Saved entries

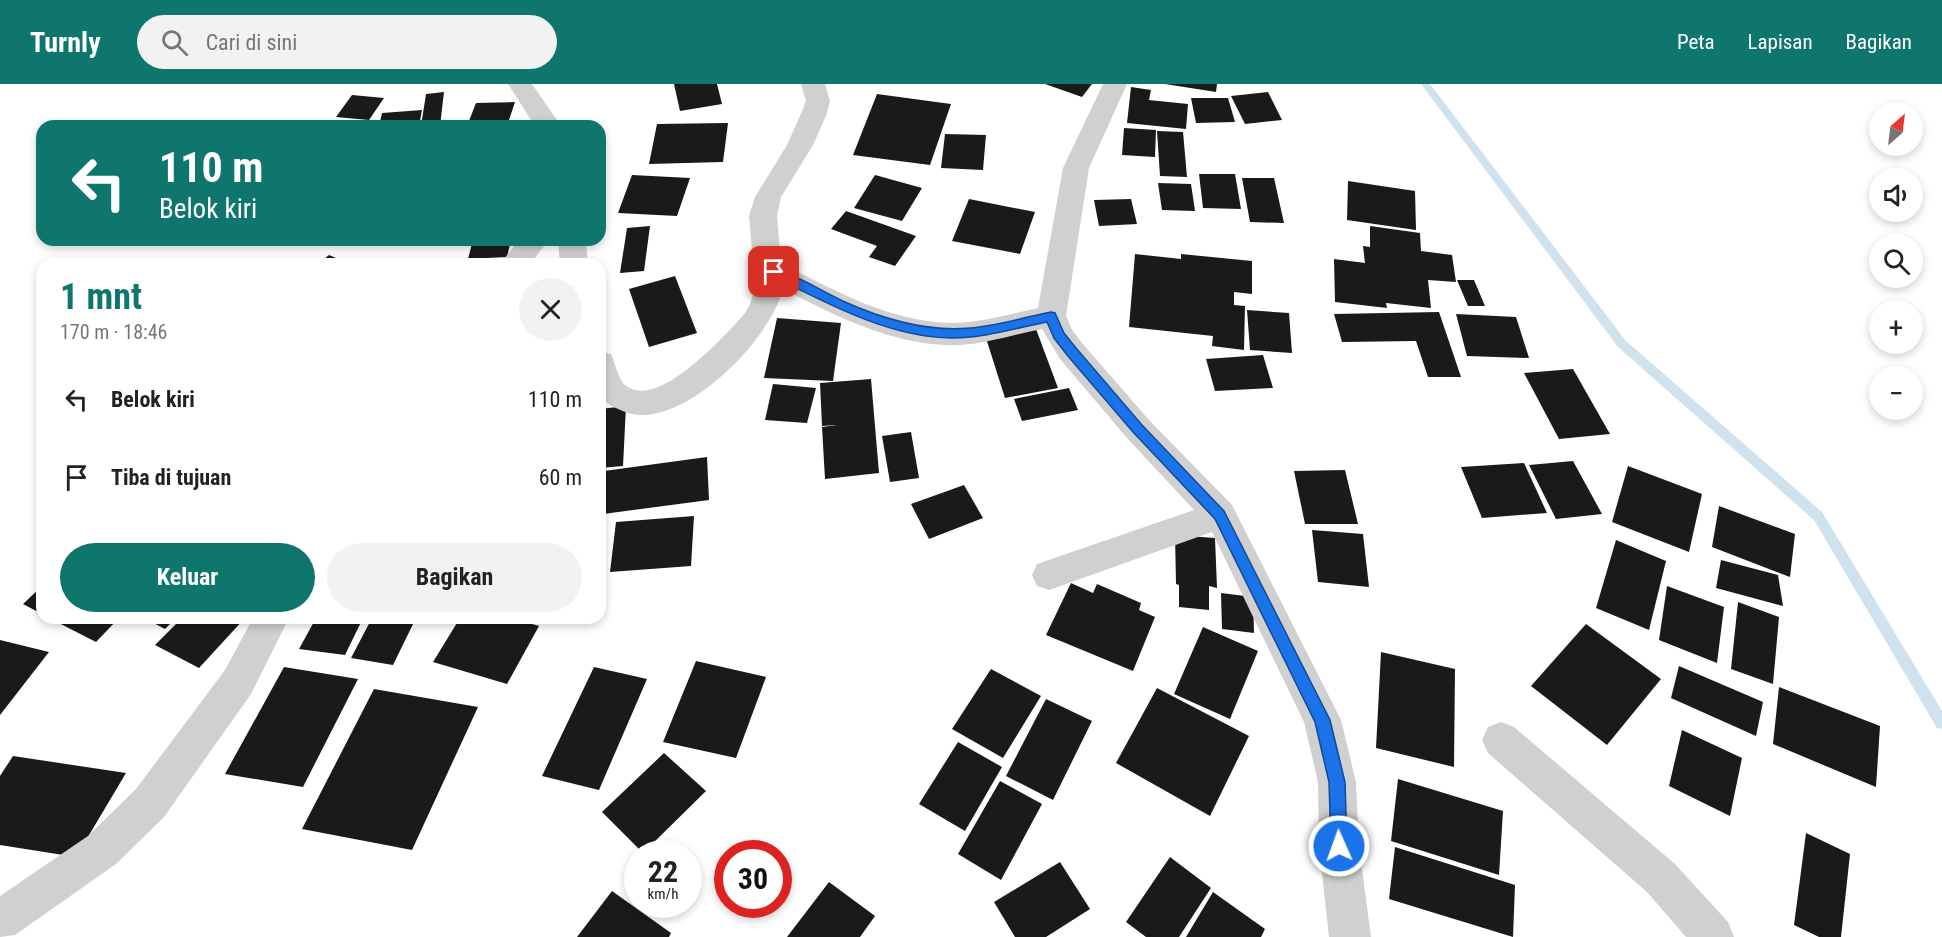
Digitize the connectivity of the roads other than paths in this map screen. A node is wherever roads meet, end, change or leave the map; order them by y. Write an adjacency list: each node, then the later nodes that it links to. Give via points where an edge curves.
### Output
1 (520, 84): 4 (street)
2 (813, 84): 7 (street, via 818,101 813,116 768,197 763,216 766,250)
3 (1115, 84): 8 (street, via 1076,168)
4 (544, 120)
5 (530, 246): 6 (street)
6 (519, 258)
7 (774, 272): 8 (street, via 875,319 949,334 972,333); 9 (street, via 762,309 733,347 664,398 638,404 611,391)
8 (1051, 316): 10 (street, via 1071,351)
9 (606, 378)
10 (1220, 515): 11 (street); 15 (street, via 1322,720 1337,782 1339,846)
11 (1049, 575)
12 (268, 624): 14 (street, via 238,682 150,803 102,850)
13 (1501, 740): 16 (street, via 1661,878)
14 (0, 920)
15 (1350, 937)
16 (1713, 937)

> **The task**: Repeat the data exactly as written, but without the pictures.

> **Response for this exercise**:
Digitize the connectivity of the roads other than paths in this map screen. A node is wherever roads meet, end, change or leave the map; order them by y. Write an adjacency list: each node, then the later nodes that it links to. Give via points where an edge curves.
### Output
1 (520, 84): 4 (street)
2 (813, 84): 7 (street, via 818,101 813,116 768,197 763,216 766,250)
3 (1115, 84): 8 (street, via 1076,168)
4 (544, 120)
5 (530, 246): 6 (street)
6 (519, 258)
7 (774, 272): 8 (street, via 875,319 949,334 972,333); 9 (street, via 762,309 733,347 664,398 638,404 611,391)
8 (1051, 316): 10 (street, via 1071,351)
9 (606, 378)
10 (1220, 515): 11 (street); 15 (street, via 1322,720 1337,782 1339,846)
11 (1049, 575)
12 (268, 624): 14 (street, via 238,682 150,803 102,850)
13 (1501, 740): 16 (street, via 1661,878)
14 (0, 920)
15 (1350, 937)
16 (1713, 937)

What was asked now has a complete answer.